Wohlschlaeger v. Hoechstenbach

CLEMENS, Senior Judge.

Plaintiff excavator George R. Wohlsch-laeger sued defendant recreation complex owner Donald E. Hoechstenbach for the value of plaintiff’s extra excavating work. This was caused by substantial changes made by defendant in the building site.

After the jury-waived hearing the trial court gave plaintiff a mechanic lien judgment for $37,000 plus interest and costs. Defendant has appealed.

Here defendant contends the judgment was not supported by the evidence. First because plaintiff did not show a reasonable basis for recovery. Second because plaintiff had no precise recollection of time and materials involved. Third plaintiff failed to show the actual time and materials expended because the evidence showed plaintiff had not excavated the amount of material claimed.

The range of our review is limited by Murphy v. Carron, 536 S.W.2d 30 [1-3] (Mo. banc 1976). Thereby “the decree or judgment of the trial court will be sustained by the appellate court unless there is no substantial evidence to support it, unless it is against the weight of the evidence, unless it erroneously declares the law, or unless it erroneously applies the law.” The judgment is presumably correct. Husky Industries, Inc. v. Craig Industries, 618 S.W.2d 458[1-4] (Mo.App.1981).

By his petition plaintiff sought damages for three parts of his extra work: $12,535 for excavating and bringing in extra fill when the building site was changed; $14,-400 for labor and materials cutting rock because of that change; and $54,495 for labor and materials in excavating to reduce the parking lot grade from 10% to 6%. Defendant denied all of plaintiff’s claim.

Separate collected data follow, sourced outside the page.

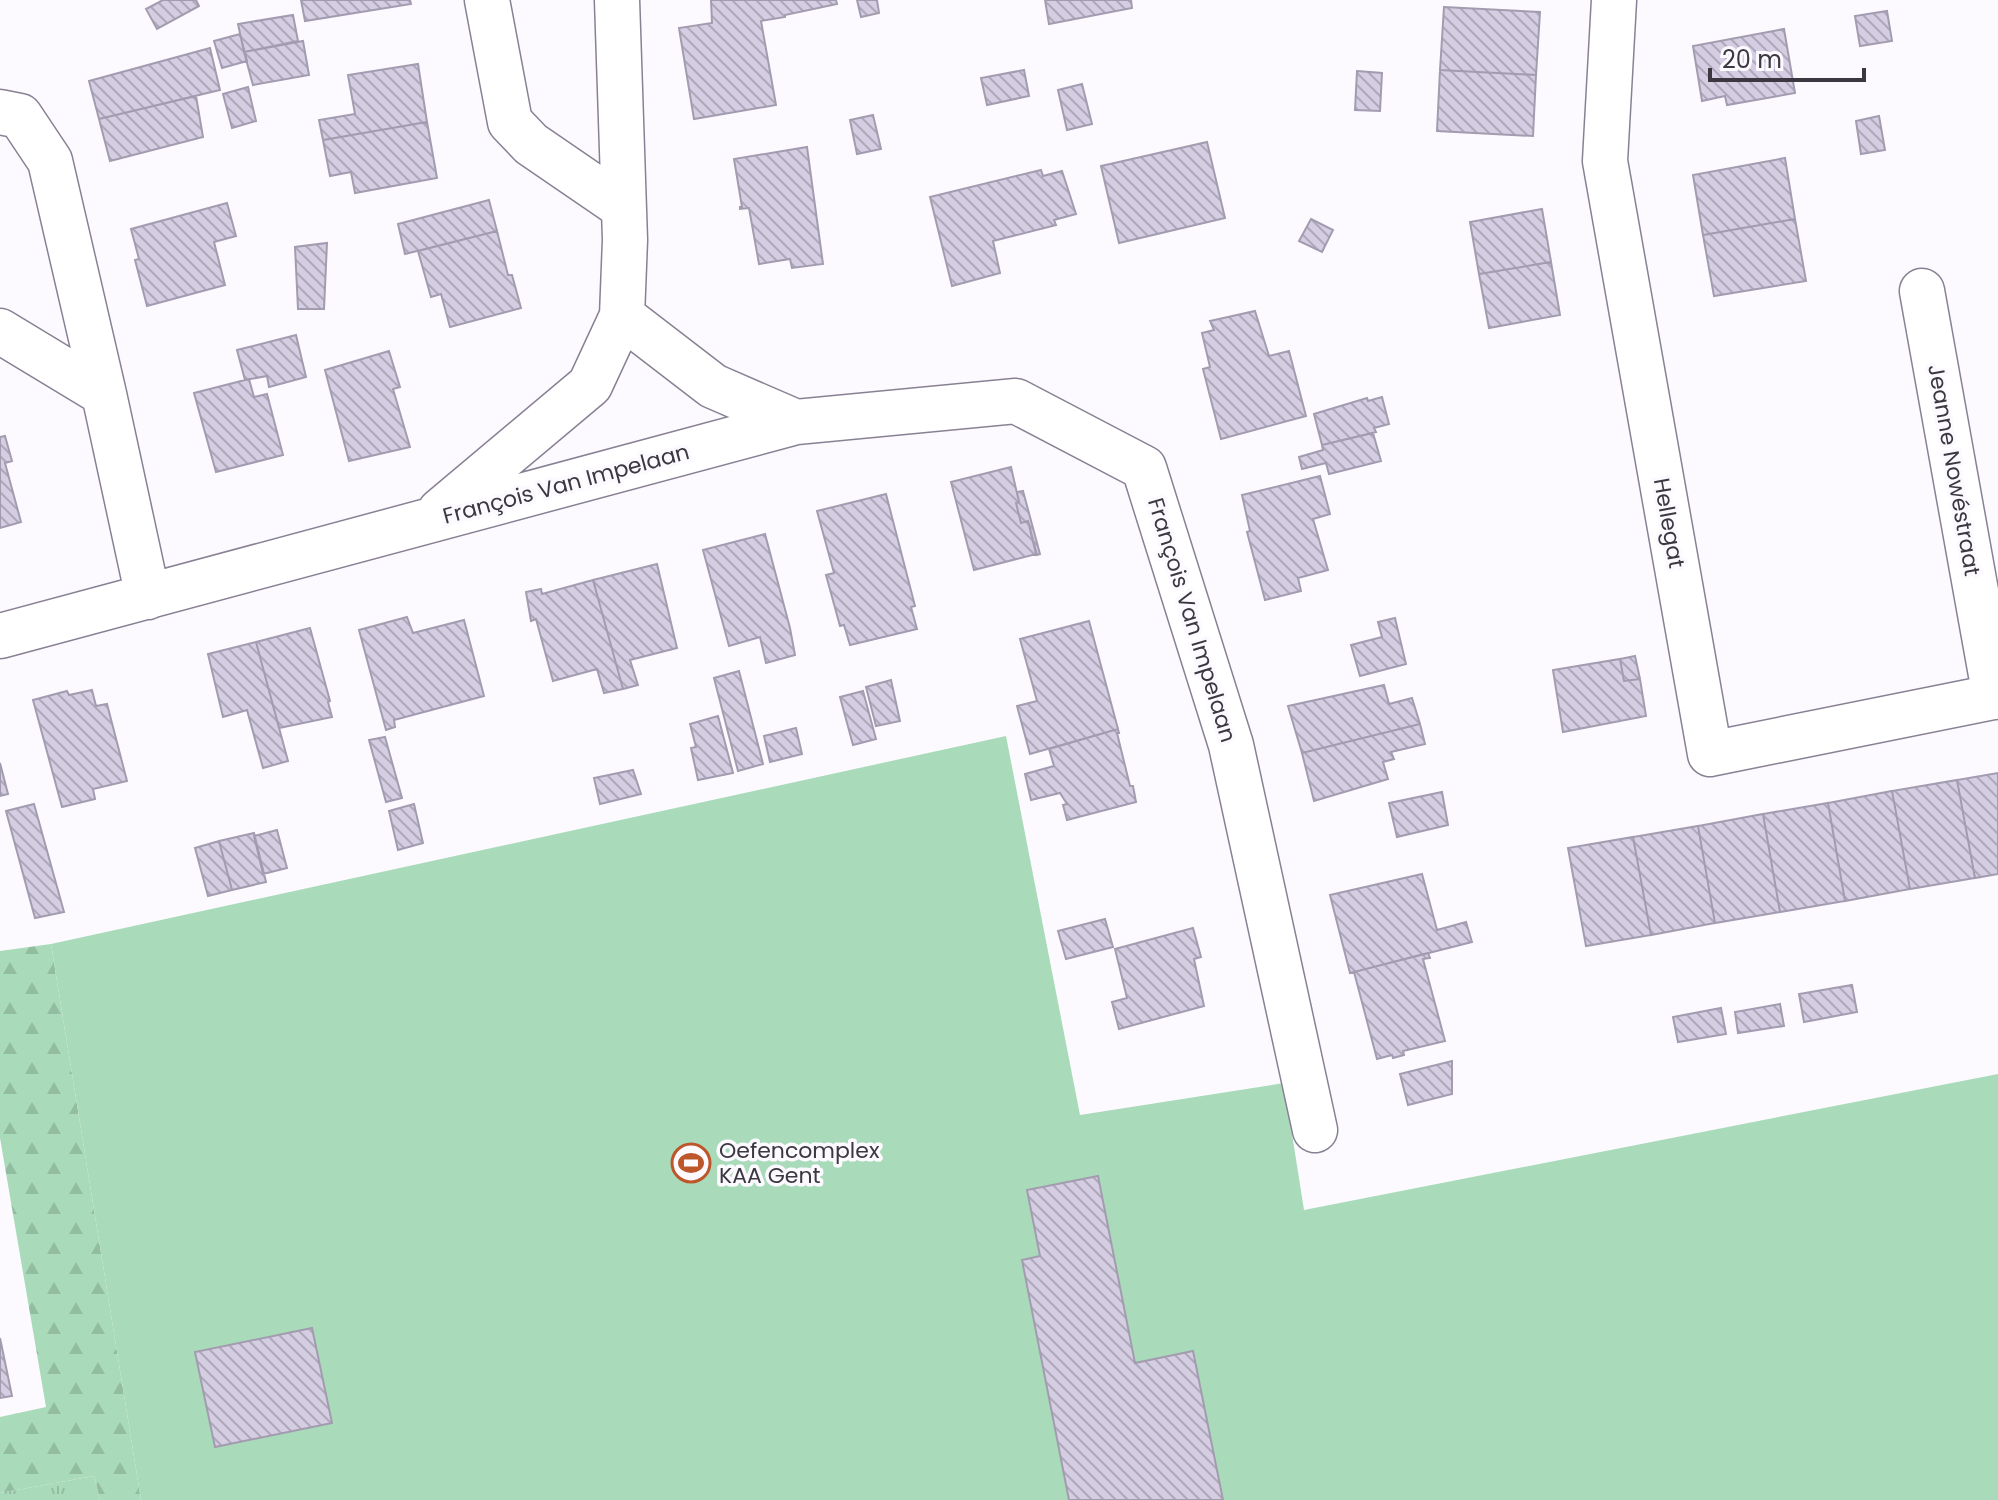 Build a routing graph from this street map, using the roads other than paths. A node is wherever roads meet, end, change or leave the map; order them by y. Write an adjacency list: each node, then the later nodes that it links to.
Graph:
1 (487, 0): 5 (street)
2 (617, 0): 5 (street, François Van Impelaan)
3 (1614, 0): 14 (street, Hellegat)
4 (0, 112): 9 (street)
5 (623, 207): 7 (street, François Van Impelaan)
6 (1922, 291): 14 (street, Jeanne Nowéstraat)
7 (622, 316): 10 (street, François Van Impelaan); 11 (street, François Van Impelaan)
8 (0, 331): 9 (street)
9 (104, 394): 12 (street)
10 (796, 422): 11 (street, François Van Impelaan); 15 (street, François Van Impelaan)
11 (429, 521): 12 (street, François Van Impelaan)
12 (148, 597): 13 (street, François Van Impelaan)
13 (0, 636)
14 (1996, 697)
15 (1315, 1130)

Testimony of the reasonable value of plaintiff’s additional costs expended and expenses incurred was a total of $81,430. Plaintiff contends this arose primarily by major construction changes. Beyond the original contract costs, not now in issue, plaintiff’s additional work was caused by major changes: The building site was slightly moved, the building’s size was increased from one to two floors, additional grading in rock supporting pillars was required, and a driveway grade was decreased from 10% to 6%. All this was with defendant’s knowledge.

*142Against plaintiff’s damage evidence of $81,430, the trial court reduced that to $37,-000. Only defendant challenges that award.

The building site was irregular in elevation and much of it underlayed with rock which plaintiff had to remove.

As said defendant trebly attacks the judgment. His initial challenge is plaintiff’s $12,535 charge for extra fill and compaction. Defendant contends it was hearsay because plaintiff did not recall the time and materials expended. Defendant testified there were no substantial changes in construction plans and that excavation for footings and backfill had been included in the parties’ original agreement. Defendant acknowledged that a three-level parking lot was substituted for the one-level lot originally planned.

To this challenge plaintiff points to further testimony. Defendant changed the building plans by raising the proposed building two feet, requiring plaintiff to furnish extra compaction and pure dirt fill.

By defendant’s second point he challenges plaintiff’s $14,400 charge for cutting building footings in solid rock, required by defendant’s change in building elevation. Defendant argues the charge was speculative because plaintiff had no present recollection of the actual time and material expended.

To the contrary, plaintiff testified that on this work he used a rented backhoe and breaker to cut footings in solid rock; that the machine’s timer showed 300 hours of operation on the job; that the $48 an hour charge was reasonable.

By his third point defendant challenges plaintiff’s $54,495 charge for cutting and moving rock required when defendant changed his driveway slope from a 10% to a 6% grade. Defendant contends plaintiff left the job-site before completion and lacks specific evidence of the amount of work done.

Plaintiff’s evidence that regrading the main driveway was required when defendant’s architects found the 10% grade was too steep. Plaintiff reduced the grade to 6% by blasting and moving 6,055 yards of rock at $9 a yard.

Supporting plaintiff’s three claims, his expert witness, a general contractor, testified each charge was reasonable.

As said, the court awarded plaintiff $37,-000 in damages, plus interest and costs. The trial court had discretion to interpret the conflicting evidence on the amount and value of material excavation and to believe or disbelieve the testimony before it. All fact issues upon which no specific findings were made — and none were requested or made here — are deemed as having been found in accordance with the result reached. Rule 73.01(a)(2).

Affirmed.

CRANDALL, P.J., and REINHARD and CRIST, JJ., concur.